Sappiamo che il virus, in chi lo ha contratto, produce sintomi che si protraggono oltre la malattia. Stiamo ormai verificando che qualcosa di analogo accade anche in chi si è impoverito o è diventato povero durante la pandemia, per effetto più o meno diretto, delle misure di contenimento del contagio: il lockdown della primavera 2020 e il sistema di limitazioni più flessibili introdotto nell’autunno che tiene conto dei livelli di rischio rilevati nelle singole regioni. Ora, senza con questo volere mettere in discussione quelle politiche di sanità pubblica e le ragioni drammatiche e urgenti che le hanno motivate (l’aumento vertiginoso dei contagi, i morti, tutti i malati per altre patologie che non sono stati adeguatamente curati per l’intasamento delle strutture sanitarie), dobbiamo fare i conti con questa realtà: esiste un long Covid non solo sanitario ma anche sociale.

 

Secondo l’ultimo rapporto dell’Osservatorio delle Povertà e delle Risorse della Caritas Ambrosiana, su 10 famiglie che sono finite sul lastrico durante i primi mesi della pandemia, quattro non si erano ancora risollevate all’inizio del 2021, una percentuale più alta di quella che in media è stata riscontrata nel resto del Paese, dove il rapporto è di 3 su 10. Anche quando le attività economiche sono riprese, dunque, inducendo gli osservatori a valutazioni ottimistiche sul futuro, c’è chi non è riuscito a saltare sul treno che si rimetteva in marcia persino in una delle aree più produttive del Paese, come è l’area metropolitana vasta milanese che, con Milano, Monza, Lecco, Varese e le rispettive provincie, corrisponde al territorio della Diocesi ambrosiana.

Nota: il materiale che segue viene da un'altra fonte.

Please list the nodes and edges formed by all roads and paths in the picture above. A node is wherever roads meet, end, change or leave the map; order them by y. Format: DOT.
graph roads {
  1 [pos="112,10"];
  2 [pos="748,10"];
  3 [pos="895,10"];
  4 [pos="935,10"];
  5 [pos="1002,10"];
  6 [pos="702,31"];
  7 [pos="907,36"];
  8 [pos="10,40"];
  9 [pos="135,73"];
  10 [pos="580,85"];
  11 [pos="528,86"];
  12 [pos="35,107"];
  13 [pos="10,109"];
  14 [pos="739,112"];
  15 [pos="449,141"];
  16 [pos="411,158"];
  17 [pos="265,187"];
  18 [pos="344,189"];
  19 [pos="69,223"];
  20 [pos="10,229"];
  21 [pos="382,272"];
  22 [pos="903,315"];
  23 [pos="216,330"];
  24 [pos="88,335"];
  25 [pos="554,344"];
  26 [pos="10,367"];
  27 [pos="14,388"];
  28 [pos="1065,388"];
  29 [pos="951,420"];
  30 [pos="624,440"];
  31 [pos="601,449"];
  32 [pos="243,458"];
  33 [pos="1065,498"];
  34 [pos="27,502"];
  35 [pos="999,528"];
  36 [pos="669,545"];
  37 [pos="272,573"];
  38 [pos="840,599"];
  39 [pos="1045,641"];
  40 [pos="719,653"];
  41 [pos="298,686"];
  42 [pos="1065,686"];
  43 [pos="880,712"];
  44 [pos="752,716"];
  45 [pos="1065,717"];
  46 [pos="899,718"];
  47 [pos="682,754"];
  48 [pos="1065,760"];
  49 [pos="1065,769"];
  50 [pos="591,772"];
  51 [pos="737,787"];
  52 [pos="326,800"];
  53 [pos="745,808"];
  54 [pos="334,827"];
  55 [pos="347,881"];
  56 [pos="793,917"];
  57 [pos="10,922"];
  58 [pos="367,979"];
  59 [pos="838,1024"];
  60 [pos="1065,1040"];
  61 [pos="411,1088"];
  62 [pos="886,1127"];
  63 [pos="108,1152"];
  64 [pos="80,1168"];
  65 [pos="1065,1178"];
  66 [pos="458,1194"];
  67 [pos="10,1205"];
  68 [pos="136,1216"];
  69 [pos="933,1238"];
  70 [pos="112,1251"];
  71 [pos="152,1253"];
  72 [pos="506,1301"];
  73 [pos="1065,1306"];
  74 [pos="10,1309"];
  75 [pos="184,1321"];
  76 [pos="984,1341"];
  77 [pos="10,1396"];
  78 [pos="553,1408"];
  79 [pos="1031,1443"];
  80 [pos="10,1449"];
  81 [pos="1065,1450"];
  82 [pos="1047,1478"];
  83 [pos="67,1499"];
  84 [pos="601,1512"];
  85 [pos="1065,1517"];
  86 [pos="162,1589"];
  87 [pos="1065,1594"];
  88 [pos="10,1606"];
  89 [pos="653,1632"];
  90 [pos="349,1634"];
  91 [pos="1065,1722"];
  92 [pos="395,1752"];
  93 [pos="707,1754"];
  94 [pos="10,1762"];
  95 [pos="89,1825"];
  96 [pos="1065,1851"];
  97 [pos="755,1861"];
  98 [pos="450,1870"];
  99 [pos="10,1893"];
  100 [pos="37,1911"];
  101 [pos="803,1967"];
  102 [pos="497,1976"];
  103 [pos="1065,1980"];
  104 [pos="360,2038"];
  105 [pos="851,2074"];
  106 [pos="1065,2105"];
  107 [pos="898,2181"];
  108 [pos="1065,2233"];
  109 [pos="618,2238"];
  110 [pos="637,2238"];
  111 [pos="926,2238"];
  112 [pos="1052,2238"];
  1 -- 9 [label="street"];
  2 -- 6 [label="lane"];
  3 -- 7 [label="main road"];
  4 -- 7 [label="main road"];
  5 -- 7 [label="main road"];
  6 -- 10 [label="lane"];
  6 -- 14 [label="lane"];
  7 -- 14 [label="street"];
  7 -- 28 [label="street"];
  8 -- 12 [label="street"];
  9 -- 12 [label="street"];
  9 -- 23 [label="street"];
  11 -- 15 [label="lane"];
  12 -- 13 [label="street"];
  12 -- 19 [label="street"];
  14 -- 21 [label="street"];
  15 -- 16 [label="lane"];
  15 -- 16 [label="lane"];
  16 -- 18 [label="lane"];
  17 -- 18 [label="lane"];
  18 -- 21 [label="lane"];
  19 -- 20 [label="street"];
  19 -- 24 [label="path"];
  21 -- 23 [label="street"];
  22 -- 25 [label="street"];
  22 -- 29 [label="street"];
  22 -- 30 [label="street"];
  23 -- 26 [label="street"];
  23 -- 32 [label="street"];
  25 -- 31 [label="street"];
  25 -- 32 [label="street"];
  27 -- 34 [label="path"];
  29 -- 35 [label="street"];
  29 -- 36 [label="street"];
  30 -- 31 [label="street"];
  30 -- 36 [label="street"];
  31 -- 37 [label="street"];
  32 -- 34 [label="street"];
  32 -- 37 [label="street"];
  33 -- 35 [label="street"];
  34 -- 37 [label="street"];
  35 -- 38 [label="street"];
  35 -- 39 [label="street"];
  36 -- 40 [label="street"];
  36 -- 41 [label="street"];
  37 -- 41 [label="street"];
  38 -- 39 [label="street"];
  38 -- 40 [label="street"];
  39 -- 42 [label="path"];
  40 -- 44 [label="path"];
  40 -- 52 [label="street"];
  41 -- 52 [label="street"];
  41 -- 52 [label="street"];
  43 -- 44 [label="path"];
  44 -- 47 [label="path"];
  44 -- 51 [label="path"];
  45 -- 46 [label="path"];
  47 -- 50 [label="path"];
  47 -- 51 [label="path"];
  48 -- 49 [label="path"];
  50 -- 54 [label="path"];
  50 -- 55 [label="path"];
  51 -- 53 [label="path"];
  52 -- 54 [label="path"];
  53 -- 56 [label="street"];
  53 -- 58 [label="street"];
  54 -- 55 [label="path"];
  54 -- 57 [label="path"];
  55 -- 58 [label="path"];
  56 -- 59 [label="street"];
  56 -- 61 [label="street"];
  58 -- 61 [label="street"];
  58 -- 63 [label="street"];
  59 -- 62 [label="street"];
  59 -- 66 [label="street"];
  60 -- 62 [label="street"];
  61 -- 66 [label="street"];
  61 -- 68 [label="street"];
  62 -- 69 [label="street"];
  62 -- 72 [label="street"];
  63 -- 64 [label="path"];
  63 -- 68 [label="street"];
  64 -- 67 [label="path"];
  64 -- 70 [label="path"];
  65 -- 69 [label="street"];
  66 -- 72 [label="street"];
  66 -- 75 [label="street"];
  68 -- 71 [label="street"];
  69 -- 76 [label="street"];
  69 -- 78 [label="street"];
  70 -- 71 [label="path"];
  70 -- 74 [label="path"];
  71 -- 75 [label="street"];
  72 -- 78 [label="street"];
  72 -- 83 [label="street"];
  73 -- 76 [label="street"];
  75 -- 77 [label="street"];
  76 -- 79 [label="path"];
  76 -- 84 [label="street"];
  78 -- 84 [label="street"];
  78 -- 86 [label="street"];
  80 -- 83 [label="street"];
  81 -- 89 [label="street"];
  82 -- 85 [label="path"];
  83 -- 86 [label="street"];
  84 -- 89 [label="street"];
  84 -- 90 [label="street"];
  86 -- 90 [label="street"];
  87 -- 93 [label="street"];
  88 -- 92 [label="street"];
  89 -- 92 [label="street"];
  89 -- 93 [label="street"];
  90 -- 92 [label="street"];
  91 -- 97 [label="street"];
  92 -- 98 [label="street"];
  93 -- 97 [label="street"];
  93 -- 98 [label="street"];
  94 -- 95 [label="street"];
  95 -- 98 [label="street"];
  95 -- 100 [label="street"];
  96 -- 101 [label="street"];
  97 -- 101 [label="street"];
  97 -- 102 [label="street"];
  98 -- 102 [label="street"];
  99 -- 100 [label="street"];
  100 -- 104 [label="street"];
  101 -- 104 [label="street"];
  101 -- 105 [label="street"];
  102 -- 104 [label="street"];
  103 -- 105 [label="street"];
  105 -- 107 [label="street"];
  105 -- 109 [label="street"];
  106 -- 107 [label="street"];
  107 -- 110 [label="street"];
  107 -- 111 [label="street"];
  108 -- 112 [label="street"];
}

Come mai è accaduto? Non abbiamo una risposta certa a questo interrogativo. Ma dalle storie di vita raccolte dai nostri operatori sappiamo che spesso tra gli impoveriti da Covid che si sono ripresentati a chiedere aiuto alle Caritas erano indebitati. Nei mesi duri del lockdown, non solo chi ha perso il lavoro, ma anche chi è stato sospeso, potendo beneficiare della cassa integrazione, non è riuscito a far fronte alle più elementari spese quotidiane: il cibo, le bollette del gas e della luce, l’affitto o il mutuo. Nonostante gli aiuti materiali ricevuti e la possibilità di procrastinare alcuni di quei pagamenti, ad un certo punto si è trovato costretto a chiedere denaro in prestito per assolvere a quegli obblighi.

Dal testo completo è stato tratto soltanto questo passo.